Gray Stanley Becker Discrimination

Gray Stanley Becker Discrimination

Although Becker's writings range far and wide, we can trace a logical development and a methodological consistency in his work. The signs are there in his first major publication, The Economics of Discrimination (Becker, 1957, 1971). This monograph, based on his doctoral thesis, appeared when Becker was 27. By his own account, it was 'greeted with indifference or hostility' by fellow economists. Given the intellectual atmosphere of the mid-1950s this is probably explicable. Exercises in microeconomic reasoning of this kind may have seemed unattractive to an economics profession still heady with enthusiasm for the apparent achievements of Keynesianism, particularly since the work hints at some of those characteristically Chicagoan reserv­ations about the benignity of government action.

The book starts from the position that economic inequality between two groups - blacks and whites, women and men or whatever -is not of itself evidence of discrimination in a market economy. In such an economy, variations in earnings, for instance, can be expected to occur between individuals or groups on a systematic basis, reflecting variations in marginal produc­tivity and hours worked. What is needed is to separate out differentials due to variations in such factors as education, skills and job experience, in order to leave a residual due to 'pure' discrimination, Becker's primary concern.1 To this end, Becker defines a 'market discrimination coefficient',2 which in principle would measure the extent of this residual. What Becker is attempting to show is that 'pure' discrimination is simply a special kind of taste which, like the taste for apples or (Becker's pre-Women's Lib example) Hollywood actresses, can be analysed in economic terms. As with these other commodities, 'pure' discrimination's consumption is conditional upon variables such as income and price.

The - highly controversial - point that Becker is making is that discrimination in this sense is not, as is usually assumed, a means of raising the discriminator's money income, but actually imposes costs on the discriminator as well as the party discriminated against. Where discrimination exists, then, the discriminator is evidently willing to pay these costs in exchange for the benefit of indulging a taste.

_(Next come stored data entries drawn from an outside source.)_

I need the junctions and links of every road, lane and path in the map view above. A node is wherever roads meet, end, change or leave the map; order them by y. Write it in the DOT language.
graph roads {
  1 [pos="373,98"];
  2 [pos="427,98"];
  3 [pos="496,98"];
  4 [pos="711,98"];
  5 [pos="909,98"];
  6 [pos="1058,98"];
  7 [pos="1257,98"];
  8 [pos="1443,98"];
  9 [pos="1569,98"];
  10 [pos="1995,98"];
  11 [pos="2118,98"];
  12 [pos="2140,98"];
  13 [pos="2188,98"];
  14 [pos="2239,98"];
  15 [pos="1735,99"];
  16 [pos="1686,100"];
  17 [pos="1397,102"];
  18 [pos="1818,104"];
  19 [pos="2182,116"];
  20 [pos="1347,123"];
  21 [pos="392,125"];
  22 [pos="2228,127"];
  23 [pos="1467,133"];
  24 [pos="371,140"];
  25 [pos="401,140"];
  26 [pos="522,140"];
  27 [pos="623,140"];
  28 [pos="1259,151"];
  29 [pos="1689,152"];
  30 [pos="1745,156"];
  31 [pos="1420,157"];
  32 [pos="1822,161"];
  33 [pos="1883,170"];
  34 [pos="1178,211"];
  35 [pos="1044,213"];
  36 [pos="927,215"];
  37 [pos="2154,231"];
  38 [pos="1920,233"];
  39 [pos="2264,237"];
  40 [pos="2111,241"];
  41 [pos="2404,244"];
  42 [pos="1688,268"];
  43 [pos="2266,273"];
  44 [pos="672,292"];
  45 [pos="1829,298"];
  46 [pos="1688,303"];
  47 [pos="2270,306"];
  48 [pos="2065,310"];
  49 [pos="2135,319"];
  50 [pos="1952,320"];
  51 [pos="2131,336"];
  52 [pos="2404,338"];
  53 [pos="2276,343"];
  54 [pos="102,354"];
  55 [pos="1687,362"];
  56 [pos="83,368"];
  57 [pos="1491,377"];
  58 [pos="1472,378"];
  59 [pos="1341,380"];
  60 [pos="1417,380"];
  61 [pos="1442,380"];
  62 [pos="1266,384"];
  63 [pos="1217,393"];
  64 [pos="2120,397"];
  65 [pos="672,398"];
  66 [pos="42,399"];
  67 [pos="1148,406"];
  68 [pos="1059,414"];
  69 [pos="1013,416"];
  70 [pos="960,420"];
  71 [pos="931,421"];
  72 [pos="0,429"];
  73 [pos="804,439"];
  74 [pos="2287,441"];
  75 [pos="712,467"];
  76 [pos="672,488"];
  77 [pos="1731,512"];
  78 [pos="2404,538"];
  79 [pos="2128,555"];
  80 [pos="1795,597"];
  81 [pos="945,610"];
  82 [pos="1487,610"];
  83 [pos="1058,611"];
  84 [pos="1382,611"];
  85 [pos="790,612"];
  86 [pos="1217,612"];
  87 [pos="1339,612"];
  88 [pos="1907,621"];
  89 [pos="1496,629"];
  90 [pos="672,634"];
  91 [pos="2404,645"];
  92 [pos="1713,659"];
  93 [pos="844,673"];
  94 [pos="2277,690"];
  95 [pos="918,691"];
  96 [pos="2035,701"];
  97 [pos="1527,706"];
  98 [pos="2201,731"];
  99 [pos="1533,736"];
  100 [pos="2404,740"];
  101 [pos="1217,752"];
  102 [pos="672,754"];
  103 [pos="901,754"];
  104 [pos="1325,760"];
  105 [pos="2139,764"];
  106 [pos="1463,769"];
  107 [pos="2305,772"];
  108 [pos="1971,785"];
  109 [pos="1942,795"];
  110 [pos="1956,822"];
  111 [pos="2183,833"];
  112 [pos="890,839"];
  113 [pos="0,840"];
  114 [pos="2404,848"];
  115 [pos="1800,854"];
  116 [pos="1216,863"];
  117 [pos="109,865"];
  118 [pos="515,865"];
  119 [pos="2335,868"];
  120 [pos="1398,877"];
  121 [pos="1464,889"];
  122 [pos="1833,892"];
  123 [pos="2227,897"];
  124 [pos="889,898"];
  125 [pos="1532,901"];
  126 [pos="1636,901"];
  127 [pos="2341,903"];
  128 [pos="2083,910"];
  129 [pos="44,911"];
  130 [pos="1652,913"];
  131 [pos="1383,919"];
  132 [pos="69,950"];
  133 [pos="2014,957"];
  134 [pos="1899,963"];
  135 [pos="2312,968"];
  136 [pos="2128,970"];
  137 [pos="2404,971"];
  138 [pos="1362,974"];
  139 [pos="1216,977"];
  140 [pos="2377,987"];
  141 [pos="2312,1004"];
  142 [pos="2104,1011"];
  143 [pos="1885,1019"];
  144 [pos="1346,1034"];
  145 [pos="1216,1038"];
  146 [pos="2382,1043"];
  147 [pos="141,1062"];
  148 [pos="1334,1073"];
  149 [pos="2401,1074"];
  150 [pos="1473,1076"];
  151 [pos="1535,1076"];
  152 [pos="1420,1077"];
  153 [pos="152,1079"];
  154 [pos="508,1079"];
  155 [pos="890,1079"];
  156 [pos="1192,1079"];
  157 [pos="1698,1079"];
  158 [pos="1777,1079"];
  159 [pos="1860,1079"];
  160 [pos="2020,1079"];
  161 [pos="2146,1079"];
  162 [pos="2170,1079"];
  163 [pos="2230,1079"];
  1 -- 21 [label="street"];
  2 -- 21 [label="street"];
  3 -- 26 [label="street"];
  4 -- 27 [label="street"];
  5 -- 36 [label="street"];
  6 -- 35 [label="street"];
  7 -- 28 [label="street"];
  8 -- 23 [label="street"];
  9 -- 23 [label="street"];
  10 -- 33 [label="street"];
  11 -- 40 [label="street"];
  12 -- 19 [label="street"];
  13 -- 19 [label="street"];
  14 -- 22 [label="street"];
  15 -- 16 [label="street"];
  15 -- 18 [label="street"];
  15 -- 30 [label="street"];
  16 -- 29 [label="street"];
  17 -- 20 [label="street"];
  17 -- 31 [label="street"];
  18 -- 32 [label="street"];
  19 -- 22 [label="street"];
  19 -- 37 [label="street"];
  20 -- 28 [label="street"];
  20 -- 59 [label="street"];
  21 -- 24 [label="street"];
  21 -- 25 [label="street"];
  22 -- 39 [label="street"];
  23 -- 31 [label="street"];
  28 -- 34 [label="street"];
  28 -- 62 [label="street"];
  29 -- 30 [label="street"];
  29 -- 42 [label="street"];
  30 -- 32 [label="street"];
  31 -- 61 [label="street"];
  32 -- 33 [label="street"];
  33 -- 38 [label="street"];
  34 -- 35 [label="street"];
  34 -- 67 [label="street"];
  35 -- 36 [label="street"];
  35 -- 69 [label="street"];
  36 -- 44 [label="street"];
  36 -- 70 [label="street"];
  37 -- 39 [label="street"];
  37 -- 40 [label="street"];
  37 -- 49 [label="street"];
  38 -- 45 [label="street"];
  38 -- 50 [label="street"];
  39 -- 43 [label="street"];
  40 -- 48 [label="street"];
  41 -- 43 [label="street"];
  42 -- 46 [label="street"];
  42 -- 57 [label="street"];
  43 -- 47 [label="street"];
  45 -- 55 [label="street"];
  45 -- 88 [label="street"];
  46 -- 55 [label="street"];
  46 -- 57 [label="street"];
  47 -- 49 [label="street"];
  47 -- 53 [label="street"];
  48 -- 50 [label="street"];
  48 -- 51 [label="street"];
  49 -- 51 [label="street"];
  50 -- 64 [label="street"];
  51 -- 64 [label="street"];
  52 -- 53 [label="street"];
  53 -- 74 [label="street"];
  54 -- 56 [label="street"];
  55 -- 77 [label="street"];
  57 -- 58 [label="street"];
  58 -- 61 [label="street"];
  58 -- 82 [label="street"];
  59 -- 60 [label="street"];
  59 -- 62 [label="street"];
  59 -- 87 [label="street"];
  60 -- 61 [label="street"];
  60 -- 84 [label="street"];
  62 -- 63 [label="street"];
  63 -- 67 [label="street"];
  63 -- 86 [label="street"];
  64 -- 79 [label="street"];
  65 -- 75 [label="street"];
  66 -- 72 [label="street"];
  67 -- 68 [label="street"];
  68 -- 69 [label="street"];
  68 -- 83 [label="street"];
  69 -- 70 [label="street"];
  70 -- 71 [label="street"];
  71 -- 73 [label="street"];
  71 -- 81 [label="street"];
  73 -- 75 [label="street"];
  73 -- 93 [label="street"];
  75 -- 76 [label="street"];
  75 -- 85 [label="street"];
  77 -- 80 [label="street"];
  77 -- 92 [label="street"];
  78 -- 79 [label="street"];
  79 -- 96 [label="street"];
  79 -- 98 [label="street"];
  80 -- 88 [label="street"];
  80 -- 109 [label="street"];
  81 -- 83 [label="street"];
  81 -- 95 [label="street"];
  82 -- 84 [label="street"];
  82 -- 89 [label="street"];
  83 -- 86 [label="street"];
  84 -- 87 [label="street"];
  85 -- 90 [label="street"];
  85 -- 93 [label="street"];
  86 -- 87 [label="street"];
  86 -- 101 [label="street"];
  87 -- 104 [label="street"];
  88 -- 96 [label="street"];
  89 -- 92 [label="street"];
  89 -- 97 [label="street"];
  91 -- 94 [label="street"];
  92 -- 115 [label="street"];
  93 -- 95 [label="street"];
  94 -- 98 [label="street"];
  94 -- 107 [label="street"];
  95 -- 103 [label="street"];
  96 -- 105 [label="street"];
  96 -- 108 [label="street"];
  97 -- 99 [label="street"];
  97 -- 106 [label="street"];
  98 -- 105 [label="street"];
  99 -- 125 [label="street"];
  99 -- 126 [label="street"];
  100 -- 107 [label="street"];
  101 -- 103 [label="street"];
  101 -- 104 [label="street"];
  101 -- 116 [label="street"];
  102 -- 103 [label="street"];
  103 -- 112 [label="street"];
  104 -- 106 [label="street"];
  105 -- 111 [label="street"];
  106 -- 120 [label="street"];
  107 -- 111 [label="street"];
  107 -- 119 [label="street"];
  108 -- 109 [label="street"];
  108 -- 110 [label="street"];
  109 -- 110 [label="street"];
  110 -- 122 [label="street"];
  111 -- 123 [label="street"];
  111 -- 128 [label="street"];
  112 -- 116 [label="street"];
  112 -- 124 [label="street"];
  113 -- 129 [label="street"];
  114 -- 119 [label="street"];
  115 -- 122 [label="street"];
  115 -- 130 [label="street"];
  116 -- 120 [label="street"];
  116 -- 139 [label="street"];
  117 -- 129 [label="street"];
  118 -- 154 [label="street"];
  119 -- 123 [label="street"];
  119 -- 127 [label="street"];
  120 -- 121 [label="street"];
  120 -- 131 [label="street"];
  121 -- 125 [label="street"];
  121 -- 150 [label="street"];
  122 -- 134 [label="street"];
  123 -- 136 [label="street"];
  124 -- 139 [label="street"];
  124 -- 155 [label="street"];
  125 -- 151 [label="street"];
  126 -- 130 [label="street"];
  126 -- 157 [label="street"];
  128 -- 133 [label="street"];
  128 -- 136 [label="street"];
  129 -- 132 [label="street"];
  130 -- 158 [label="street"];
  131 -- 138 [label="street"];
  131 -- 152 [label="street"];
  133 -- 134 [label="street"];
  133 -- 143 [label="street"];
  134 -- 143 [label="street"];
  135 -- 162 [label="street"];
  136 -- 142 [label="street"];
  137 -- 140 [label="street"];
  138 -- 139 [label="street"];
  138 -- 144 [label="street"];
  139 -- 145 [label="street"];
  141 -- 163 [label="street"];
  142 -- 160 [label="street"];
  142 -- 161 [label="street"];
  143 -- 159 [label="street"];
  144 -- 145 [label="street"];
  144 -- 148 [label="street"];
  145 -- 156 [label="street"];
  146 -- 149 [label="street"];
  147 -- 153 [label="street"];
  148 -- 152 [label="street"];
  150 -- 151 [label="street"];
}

The argument rests on a clever analogy with international trade. Suppose there are two economies, Whiteland and Blackland, which initially do not engage in trade. Within each country, however, perfect competition is the rule. This means, as the neoclassical textbooks tell us, that the incomes of owners of factors of production will reflect relative factor scarcities. Thus in Whiteland, where labour is assumed to be scarce and capital abundant, wages will be relatively high and rates of profit will be relatively low. By contrast, Blackland (where labour is abundant and capital scarce) is characterised by low wages and high rates of profit.

If trade and factor mobility are now permitted, theory predicts that labour and capital movements will occur, so that the long-run result is that profit rates and wage rates will each be equalised in the two economies. As a result of resources moving from areas where their marginal productivity is low to those where it is high, total 'world' output is increased.

The analogy is obvious, and the conclusion important: just as both of these 'countries' can in principle gain from trade and mobility, so can (for example) both blacks and whites in an economy gain from the absence of discrimination, which in this context seems equivalent to some form of trade barrier;3 or, to put it differently, both blacks and whites can lose from discrimination.

Lack of space precludes the detailed examination of the implications of Becker's argument, and indeed of the many objections which have been raised to it. Most of these objections have centred on the assumption of perfect competition in his model: if such a condition is dropped, optimal tariff theory suggests that in some cases discrimination (while reducing total output) could increase the income of the discriminating group, which would undermine Becker's whole analysis. Becker, however, is clearly aware of this criticism, and it is instructive to see why he must reject it. He believes that so pervasive a phenomenon as discrimination cannot be adequately explained by market imperfections - for market imperfections, most Chicago economists agree, disappear in the long run.

We already see, then, in Becker's first important publication, two central features of his work: the insistence on using given preferences, costs and incomes to define a situation where in­dividuals make decisions, and the concern with long-run equilibrium.